Williams, 21, has already been on the major league roster this season. Currently he’s in AAA where he’s dominating. He has a 2.52 ERA in 50 innings of work giving up 47 hits while walking 16. Williams not only possesses a mid-90s fastball (anyone starting to notice a trend in the guys I like) but he also has a plus curve, slider and changeup. At 21 he is extremely young, yet so major league ready.

Of the other list, two are ready for the majors. Ainsworth is starting for them right now and doing very well while Foppert has been up and down thus far this season. The key to this deal would be getting the first two guys, but I’d try to work on acquiring another pitcher or position player if possible. If the Giants didn’t want to give up one of the first do, then the Giants would have to include Foppert or Ainsworth. Hannaman is a lefty who was in A ball last season.

The Trade: Sox trade Jose Valentin and Billy Koch to the Cardinals for J.D. Drew

Why: The Cardinals make this trade because it gives them a much deeper bullpen. The Cardinals would be interested in Buehrle, but the fact is the Cards just don’t have what it takes to get him. Instead they settle for Billy Koch, who can combine with Izzy (once healthy) to give St. Louis a formidable bullpen. Valentin, part of his salary paid for by the Sox, would fill in for the injured Fernando Vina. Once Vina comes back, Jose would fit in as the perfect utility player, and La Russa is known to like having those type of players.

The Sox do this because they are able to dump salary while picking up a stud outfielder.
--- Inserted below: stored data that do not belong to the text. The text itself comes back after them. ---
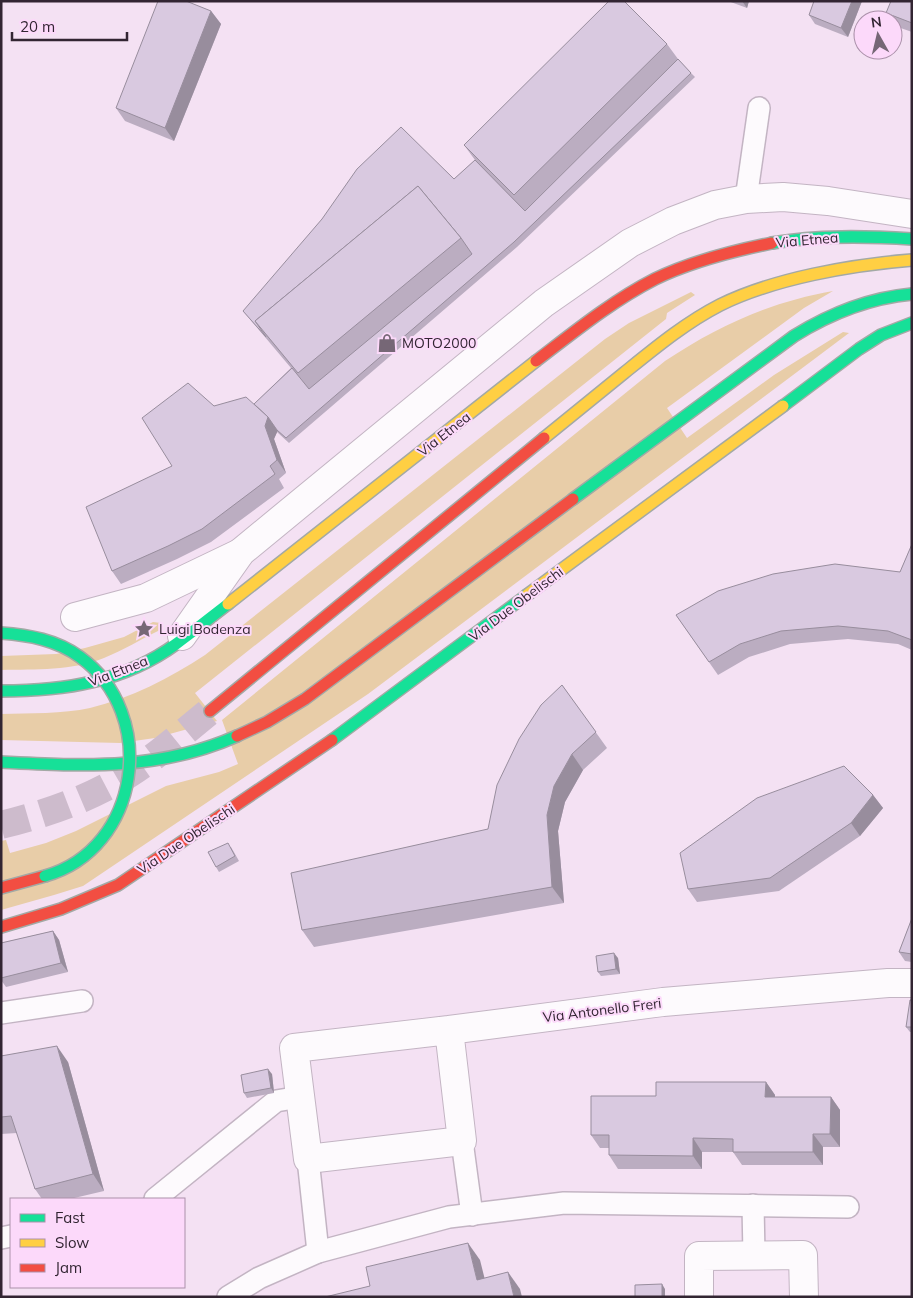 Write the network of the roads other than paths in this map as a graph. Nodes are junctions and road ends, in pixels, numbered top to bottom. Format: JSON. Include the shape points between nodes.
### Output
{"nodes":[{"id":1,"x":759,"y":108,"type":"dead end"},
{"id":2,"x":746,"y":199,"type":"junction"},
{"id":3,"x":912,"y":214,"type":"edge"},
{"id":4,"x":912,"y":239,"type":"edge"},
{"id":5,"x":912,"y":260,"type":"edge"},
{"id":6,"x":912,"y":294,"type":"edge"},
{"id":7,"x":912,"y":324,"type":"edge"},
{"id":8,"x":241,"y":552,"type":"junction"},
{"id":9,"x":75,"y":617,"type":"dead end"},
{"id":10,"x":1,"y":633,"type":"edge"},
{"id":11,"x":176,"y":645,"type":"junction"},
{"id":12,"x":1,"y":691,"type":"edge"},
{"id":13,"x":210,"y":710,"type":"tunnel mouth"},
{"id":14,"x":1,"y":762,"type":"edge"},
{"id":15,"x":1,"y":888,"type":"edge"},
{"id":16,"x":1,"y":927,"type":"edge"},
{"id":17,"x":912,"y":983,"type":"edge"},
{"id":18,"x":82,"y":1001,"type":"dead end"},
{"id":19,"x":1,"y":1013,"type":"edge"},
{"id":20,"x":449,"y":1030,"type":"junction"},
{"id":21,"x":300,"y":1097,"type":"junction"},
{"id":22,"x":462,"y":1141,"type":"junction"},
{"id":23,"x":308,"y":1159,"type":"junction"},
{"id":24,"x":156,"y":1198,"type":"edge"},
{"id":25,"x":753,"y":1205,"type":"junction"},
{"id":26,"x":848,"y":1207,"type":"dead end"},
{"id":27,"x":472,"y":1215,"type":"junction"},
{"id":28,"x":318,"y":1252,"type":"junction"},
{"id":29,"x":754,"y":1255,"type":"junction"},
{"id":30,"x":228,"y":1297,"type":"edge"},
{"id":31,"x":699,"y":1297,"type":"edge"},
{"id":32,"x":804,"y":1297,"type":"edge"}],
"edges":[{"from":1,"to":2,"type":"lane"},
{"from":2,"to":3,"type":"street","via":[[783,196]]},
{"from":2,"to":8,"type":"street","via":[[715,205],[630,243],[544,304]]},
{"from":4,"to":11,"type":"main road","name":"Via Etnea","via":[[828,237],[755,246],[668,273],[626,295],[585,323]]},
{"from":5,"to":13,"type":"main road","via":[[883,262],[794,279],[756,290],[698,317],[661,343]]},
{"from":6,"to":14,"type":"main road","via":[[874,298],[854,304],[809,326],[778,346],[305,698],[265,723],[231,740],[173,758],[140,763]]},
{"from":7,"to":16,"type":"main road","name":"Via Due Obelischi","via":[[881,335],[859,350],[309,757],[118,884],[90,900]]},
{"from":8,"to":9,"type":"street","via":[[146,598]]},
{"from":8,"to":11,"type":"street"},
{"from":10,"to":15,"type":"main road","bridge":true,"via":[[23,634],[52,642],[95,670],[123,714],[131,756],[130,779],[104,838],[65,869]]},
{"from":11,"to":12,"type":"main road","name":"Via Etnea","via":[[131,669],[98,681],[71,687]]},
{"from":17,"to":20,"type":"street","name":"Via Antonello Freri","via":[[663,1002]]},
{"from":18,"to":19,"type":"lane"},
{"from":20,"to":21,"type":"street","name":"Via Antonello Freri","via":[[294,1048]]},
{"from":20,"to":22,"type":"street"},
{"from":21,"to":23,"type":"street"},
{"from":21,"to":24,"type":"lane","via":[[276,1101]]},
{"from":22,"to":23,"type":"street"},
{"from":22,"to":27,"type":"lane"},
{"from":23,"to":28,"type":"lane"},
{"from":25,"to":26,"type":"lane"},
{"from":25,"to":27,"type":"lane","via":[[564,1203]]},
{"from":25,"to":29,"type":"lane"},
{"from":27,"to":28,"type":"lane","via":[[449,1217]]},
{"from":28,"to":30,"type":"lane","via":[[259,1278]]},
{"from":29,"to":31,"type":"street","via":[[699,1256]]},
{"from":29,"to":32,"type":"street","via":[[803,1255]]}]}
Drew hasn’t lived up to his hype and there is risk involved, but he can come in and provide the Sox with a rather young, talented player who should only get better. Plus he’ll provide a left-handed stick near the top of the revamped lineup.

The Trade: Padres trade Phil Nevin to the White Sox for Paul Konerko and a PTBNL

Why: The Padres make this trade because Nevin is out for the year and most feel he will be gone. He is owed money just like Konerko, but Konerko is a much younger player and would fit in better with the Padres down the line.

The Sox do this because Nevin, unlike Konerko, is a much more versatile player. He can play third, left, and first or DH which gives the Sox plenty of options. The Sox would only hope that Nevin makes it back, but either way he is nowhere near as slow as Konerko and gets on base.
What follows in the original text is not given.